-- Records for this exercise follows --

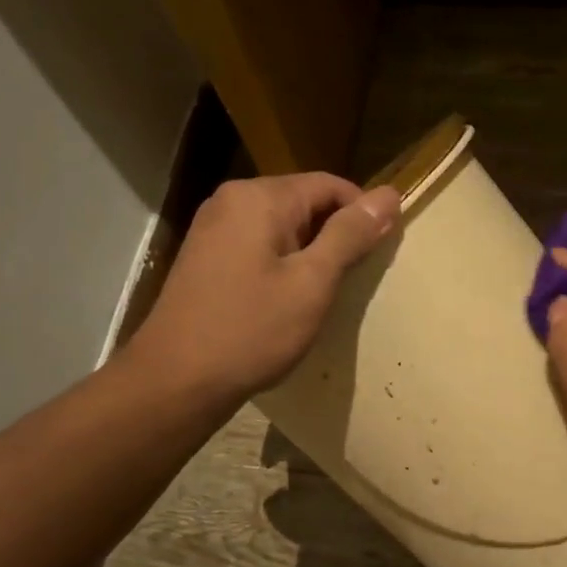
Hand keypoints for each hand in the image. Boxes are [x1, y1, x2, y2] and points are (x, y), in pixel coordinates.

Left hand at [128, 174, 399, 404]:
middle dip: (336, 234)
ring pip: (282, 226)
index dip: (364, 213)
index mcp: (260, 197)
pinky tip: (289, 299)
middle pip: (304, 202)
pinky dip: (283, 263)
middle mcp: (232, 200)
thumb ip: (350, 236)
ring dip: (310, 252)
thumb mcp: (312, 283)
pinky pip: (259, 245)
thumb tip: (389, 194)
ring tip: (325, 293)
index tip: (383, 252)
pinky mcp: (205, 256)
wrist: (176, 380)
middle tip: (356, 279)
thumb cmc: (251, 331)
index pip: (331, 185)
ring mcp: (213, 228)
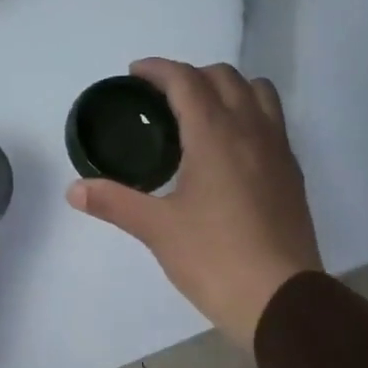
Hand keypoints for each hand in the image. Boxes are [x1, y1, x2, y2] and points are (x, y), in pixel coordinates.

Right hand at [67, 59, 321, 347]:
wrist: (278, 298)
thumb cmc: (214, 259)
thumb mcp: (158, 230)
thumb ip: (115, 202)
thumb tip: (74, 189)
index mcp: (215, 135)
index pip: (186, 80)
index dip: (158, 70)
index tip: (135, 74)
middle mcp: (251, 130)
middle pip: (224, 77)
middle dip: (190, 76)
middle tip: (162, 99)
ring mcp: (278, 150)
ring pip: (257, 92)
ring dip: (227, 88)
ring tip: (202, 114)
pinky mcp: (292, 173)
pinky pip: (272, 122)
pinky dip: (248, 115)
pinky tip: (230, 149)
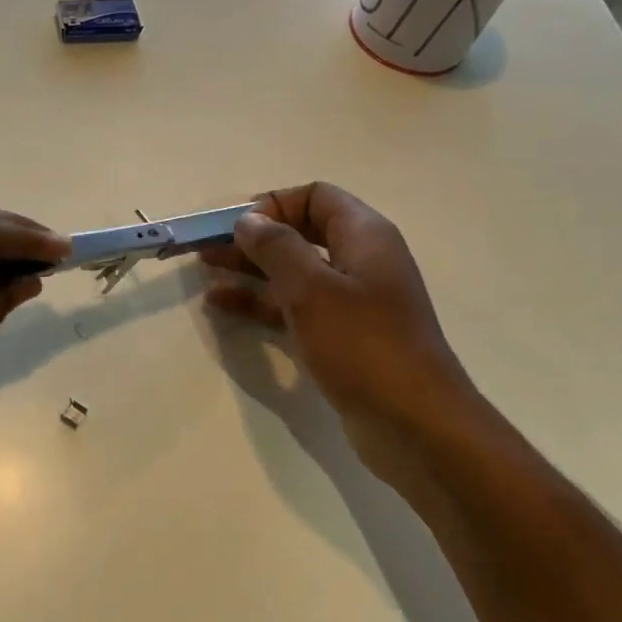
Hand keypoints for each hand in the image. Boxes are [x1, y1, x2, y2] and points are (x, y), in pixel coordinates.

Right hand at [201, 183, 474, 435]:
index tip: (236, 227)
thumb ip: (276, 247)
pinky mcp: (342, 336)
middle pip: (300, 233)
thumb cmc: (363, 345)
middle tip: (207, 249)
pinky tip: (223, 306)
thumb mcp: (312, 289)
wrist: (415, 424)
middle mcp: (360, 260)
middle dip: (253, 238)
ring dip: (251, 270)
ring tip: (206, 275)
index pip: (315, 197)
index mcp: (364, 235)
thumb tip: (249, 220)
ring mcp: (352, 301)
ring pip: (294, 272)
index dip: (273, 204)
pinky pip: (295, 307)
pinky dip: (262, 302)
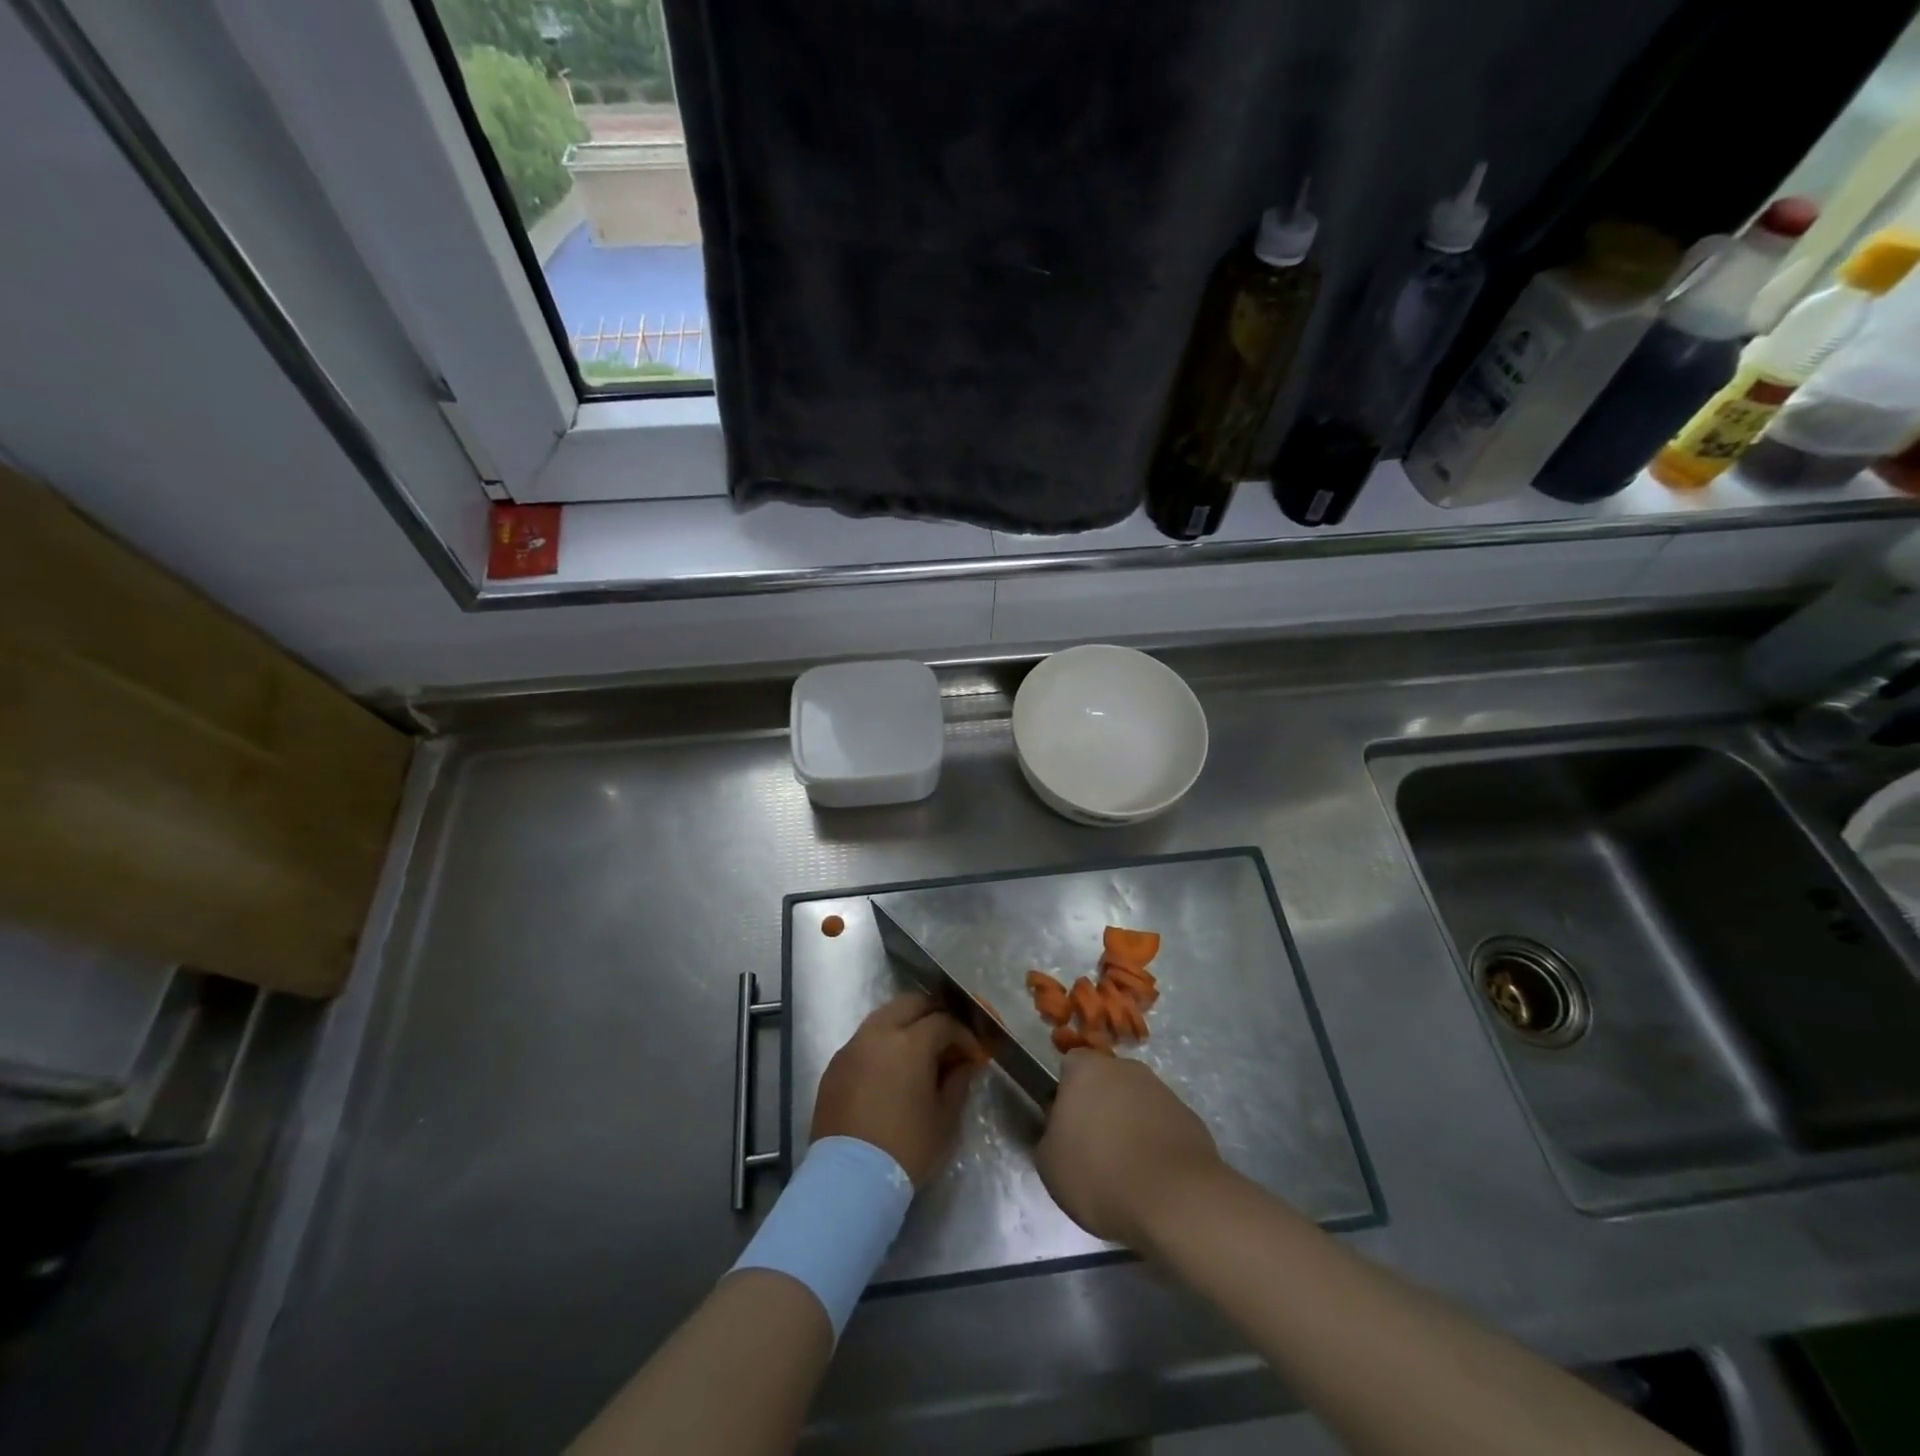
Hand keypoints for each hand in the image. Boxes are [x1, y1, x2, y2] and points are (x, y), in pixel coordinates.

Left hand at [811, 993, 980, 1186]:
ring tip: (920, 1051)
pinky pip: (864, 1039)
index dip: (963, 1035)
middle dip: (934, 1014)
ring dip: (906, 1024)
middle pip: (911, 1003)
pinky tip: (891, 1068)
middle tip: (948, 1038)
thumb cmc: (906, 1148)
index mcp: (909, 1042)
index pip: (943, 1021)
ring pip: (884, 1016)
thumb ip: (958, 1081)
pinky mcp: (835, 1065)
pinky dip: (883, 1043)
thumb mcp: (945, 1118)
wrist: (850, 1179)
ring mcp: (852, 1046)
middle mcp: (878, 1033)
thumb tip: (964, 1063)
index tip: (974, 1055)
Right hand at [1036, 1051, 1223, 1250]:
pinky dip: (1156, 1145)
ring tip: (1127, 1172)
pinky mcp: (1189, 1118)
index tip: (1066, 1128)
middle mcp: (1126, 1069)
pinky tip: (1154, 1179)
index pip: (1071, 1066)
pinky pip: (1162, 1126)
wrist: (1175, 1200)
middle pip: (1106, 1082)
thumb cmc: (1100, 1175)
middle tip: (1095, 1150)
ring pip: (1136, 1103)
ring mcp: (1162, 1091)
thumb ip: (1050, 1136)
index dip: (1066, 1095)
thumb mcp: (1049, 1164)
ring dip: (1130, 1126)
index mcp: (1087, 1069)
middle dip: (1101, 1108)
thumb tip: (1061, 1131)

-- Records for this exercise concluded --

To do: Leaving the pictures out, transcribe the entries above exactly as written.

Result below:
Hand keypoints for each hand in the image. Boxes are [x1, y1, x2, y2] and points are (x, y), in pixel coordinates.

Left hand at [128, 174, 399, 404]:
middle dip: (336, 234)
ring pip: (282, 226)
index dip: (364, 213)
index mcp: (260, 197)
pinky tip: (289, 299)
middle pip: (304, 202)
pinky dip: (283, 263)
middle mcp: (232, 200)
thumb ip: (350, 236)
ring dip: (310, 252)
thumb mcp: (312, 283)
pinky pip: (259, 245)
thumb tip: (389, 194)
ring tip: (325, 293)
index tip: (383, 252)
pinky mcp: (205, 256)
wrist: (176, 380)
middle tip: (356, 279)
thumb cmc: (251, 331)
index pip: (331, 185)
ring mcp: (213, 228)
Hand keypoints for each hand in the image. Boxes are [x1, y1, x2, y2] and points are (x, y), in pixel coordinates.

Right hand at [67, 59, 321, 347]:
wrist: (278, 298)
thumb cmc: (214, 259)
thumb mcp: (158, 230)
thumb ip: (115, 202)
thumb tip: (74, 189)
index mcp: (215, 135)
index pip: (186, 80)
index dip: (158, 70)
index tip: (135, 74)
middle mcp: (251, 130)
middle pip: (224, 77)
middle dip: (190, 76)
middle tip: (162, 99)
ring mcp: (278, 150)
ring pip: (257, 92)
ring dip: (227, 88)
ring tip: (202, 114)
pinky mcp: (292, 173)
pinky pip: (272, 122)
pinky dip: (248, 115)
pinky tip: (230, 149)
Hand keypoints for each hand in the image. Boxes are [x1, y1, x2, y2] and points are (x, y), in pixel coordinates.

Right hand at [201, 183, 474, 435]:
index tip: (236, 227)
thumb ip: (276, 247)
pinky mcp: (342, 336)
middle pip: (300, 233)
thumb cmc: (363, 345)
middle tip: (207, 249)
pinky tip: (223, 306)
thumb mcp: (312, 289)
wrist: (415, 424)
middle mcp: (360, 260)
middle dip: (253, 238)
ring dip: (251, 270)
ring tip: (206, 275)
index pip: (315, 197)
index mcp: (364, 235)
thumb tip: (249, 220)
ring mcp: (352, 301)
ring pip: (294, 272)
index dip: (273, 204)
pinky pip: (295, 307)
pinky dip: (262, 302)
Hand keypoints for each hand in the image. Boxes are [x1, y1, x2, y2] and points are (x, y), in pixel coordinates.

Left hand at [811, 993, 980, 1186]:
ring tip: (920, 1051)
pinky pip: (864, 1039)
index dip: (963, 1035)
middle dip: (934, 1014)
ring dip: (906, 1024)
middle pip: (911, 1003)
pinky tip: (891, 1068)
middle tip: (948, 1038)
thumb cmc: (906, 1148)
index mcp: (909, 1042)
index pip: (943, 1021)
ring pip: (884, 1016)
thumb ip: (958, 1081)
pinky mcp: (835, 1065)
pinky dip: (883, 1043)
thumb mcp: (945, 1118)
wrist: (850, 1179)
ring mcp: (852, 1046)
middle mcp: (878, 1033)
thumb tip: (964, 1063)
index tip: (974, 1055)
Right hand at [1036, 1051, 1223, 1250]:
pinky dip: (1156, 1145)
ring tip: (1127, 1172)
pinky mcp: (1189, 1118)
index tip: (1066, 1128)
middle mcp: (1126, 1069)
pinky tip: (1154, 1179)
index pip: (1071, 1066)
pinky pip: (1162, 1126)
wrist: (1175, 1200)
middle pip: (1106, 1082)
thumb cmc: (1100, 1175)
middle tip: (1095, 1150)
ring pip: (1136, 1103)
ring mcp: (1162, 1091)
thumb ip: (1050, 1136)
index dip: (1066, 1095)
thumb mcp: (1049, 1164)
ring dip: (1130, 1126)
index mcp: (1087, 1069)
middle dip: (1101, 1108)
thumb tip: (1061, 1131)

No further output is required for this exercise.